Diskussion über Wohnorte und Lebens-Chancen

Jürgen Oßenbrügge, 55

Professor für Wirtschaftsgeografie an der Uni Hamburg und Experte für StadtentwicklungFOTO: PRIVAT

taz: Herr Oßenbrügge, wie sehr wirkt sich der Wohnort auf die Zukunft von Jugendlichen aus?

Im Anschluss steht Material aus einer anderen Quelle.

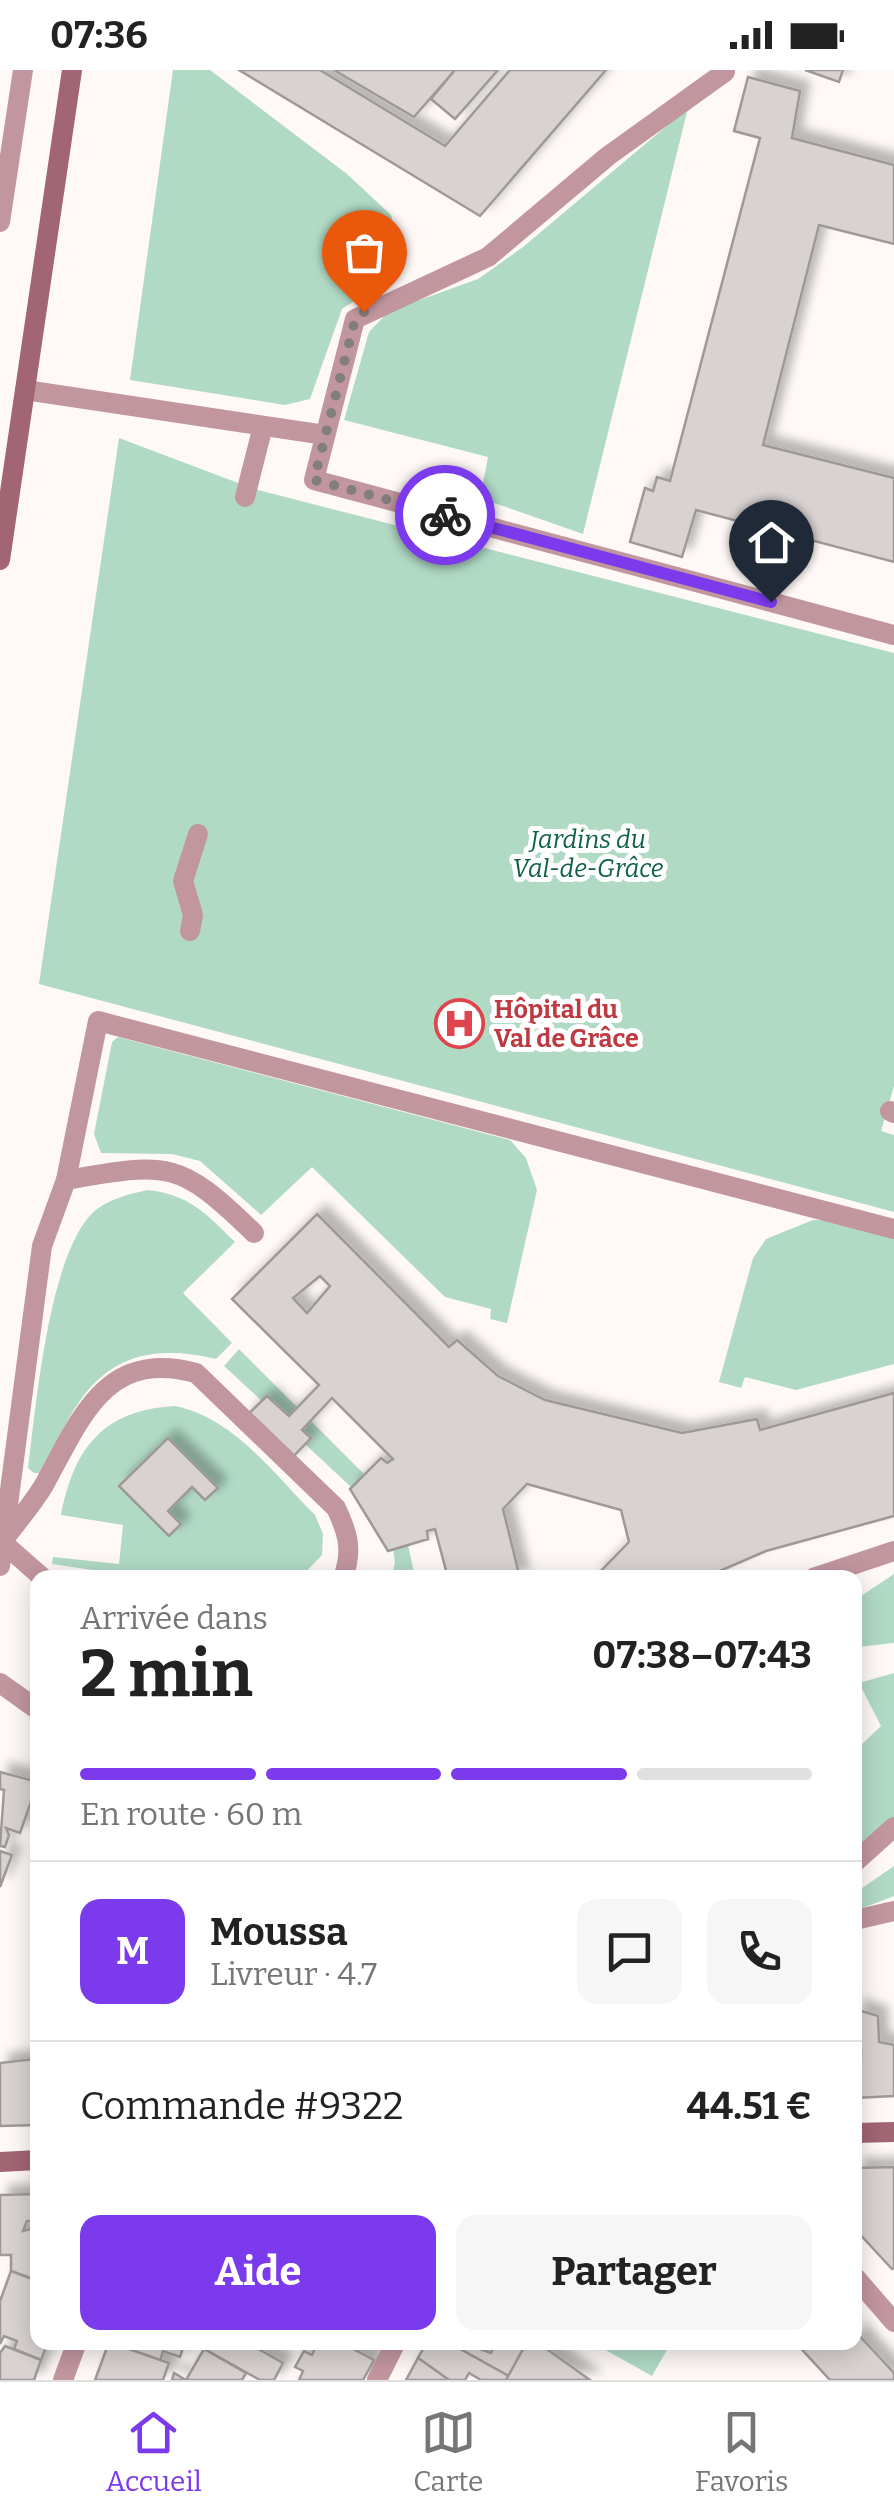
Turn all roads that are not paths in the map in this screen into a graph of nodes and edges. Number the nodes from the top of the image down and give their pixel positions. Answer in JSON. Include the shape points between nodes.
{"nodes":[{"id":1,"x":23,"y":70,"type":"edge"},
{"id":2,"x":72,"y":70,"type":"edge"},
{"id":3,"x":726,"y":72,"type":"edge"},
{"id":4,"x":0,"y":222,"type":"edge"},
{"id":5,"x":25,"y":390,"type":"junction"},
{"id":6,"x":264,"y":426,"type":"junction"},
{"id":7,"x":325,"y":435,"type":"junction"},
{"id":8,"x":245,"y":496,"type":"dead end"},
{"id":9,"x":0,"y":560,"type":"edge"},
{"id":10,"x":894,"y":634,"type":"edge"},
{"id":11,"x":198,"y":834,"type":"dead end"},
{"id":12,"x":190,"y":931,"type":"dead end"},
{"id":13,"x":66,"y":1180,"type":"junction"},
{"id":14,"x":894,"y":1229,"type":"edge"},
{"id":15,"x":254,"y":1234,"type":"dead end"},
{"id":16,"x":1,"y":1542,"type":"edge"},
{"id":17,"x":894,"y":1550,"type":"edge"},
{"id":18,"x":0,"y":1566,"type":"edge"},
{"id":19,"x":34,"y":1570,"type":"edge"},
{"id":20,"x":346,"y":1570,"type":"edge"},
{"id":21,"x":836,"y":1570,"type":"edge"},
{"id":22,"x":0,"y":1683,"type":"edge"},
{"id":23,"x":30,"y":1704,"type":"edge"},
{"id":24,"x":894,"y":1827,"type":"edge"},
{"id":25,"x":862,"y":1856,"type":"edge"},
{"id":26,"x":894,"y":1910,"type":"edge"},
{"id":27,"x":862,"y":1918,"type":"edge"},
{"id":28,"x":894,"y":2132,"type":"edge"},
{"id":29,"x":862,"y":2133,"type":"edge"},
{"id":30,"x":30,"y":2160,"type":"edge"},
{"id":31,"x":0,"y":2162,"type":"edge"},
{"id":32,"x":862,"y":2286,"type":"edge"},
{"id":33,"x":894,"y":2322,"type":"edge"},
{"id":34,"x":73,"y":2350,"type":"edge"},
{"id":35,"x":392,"y":2350,"type":"edge"},
{"id":36,"x":63,"y":2380,"type":"edge"},
{"id":37,"x":377,"y":2380,"type":"edge"}],
"edges":[{"from":1,"to":4,"type":"street"},
{"from":2,"to":5,"type":"main road"},
{"from":3,"to":7,"type":"street","via":[[608,156],[488,257],[355,320]]},
{"from":5,"to":6,"type":"street"},
{"from":5,"to":9,"type":"main road"},
{"from":6,"to":7,"type":"street"},
{"from":6,"to":8,"type":"street"},
{"from":7,"to":10,"type":"street","via":[[314,480]]},
{"from":11,"to":12,"type":"street","via":[[183,881],[193,915]]},
{"from":13,"to":14,"type":"street","via":[[98,1021]]},
{"from":13,"to":15,"type":"street","via":[[169,1169],[211,1191]]},
{"from":13,"to":16,"type":"street","via":[[42,1246]]},
{"from":16,"to":18,"type":"street"},
{"from":16,"to":19,"type":"street"},
{"from":16,"to":20,"type":"street","via":[[42,1488],[76,1420],[110,1384],[169,1366],[196,1373],[336,1508],[347,1533]]},
{"from":17,"to":21,"type":"street"},
{"from":22,"to":23,"type":"street"},
{"from":24,"to":25,"type":"street"},
{"from":26,"to":27,"type":"street"},
{"from":28,"to":29,"type":"main road"},
{"from":30,"to":31,"type":"main road"},
{"from":32,"to":33,"type":"street"},
{"from":34,"to":36,"type":"street"},
{"from":35,"to":37,"type":"street"}]}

Jürgen Oßenbrügge: Wenn sie in einem monotonen Wohngebiet ohne Kleingewerbe aufwachsen, sind die Jobperspektiven schlecht. Und wenn dort nur Menschen mit eher niedrigem Sozialstatus wohnen, dann kann das Viertel stigmatisierend wirken. Die Leute werden bei Krediten oder Jobs benachteiligt, wenn sie aus einem bestimmten Quartier kommen – wie in Hamburg zum Beispiel der Osdorfer Born. Und dann kommt es schnell zu Selbstverstärkungsmechanismen.

Die da wären?

Die positiven Beispiele fehlen. Die Jugendlichen werden in einer Umgebung sozialisiert, die ihnen nur das Negative der Gesellschaft vor Augen führt. Sie kommen da nicht mehr raus. Es ist eine räumliche Falle.

Was müsste die Stadt tun?

Perspektiven bieten: Kleingewerbe ansiedeln, Weiterbildungen und Existenzgründungen fördern. Aber auch öffentliche Plätze verbessern, Fassaden verschönern – und den Anschluss ans Zentrum sichern. Im Zuge der Gentrifizierung werden immer mehr Einkommensschwache an den Stadtrand gedrängt.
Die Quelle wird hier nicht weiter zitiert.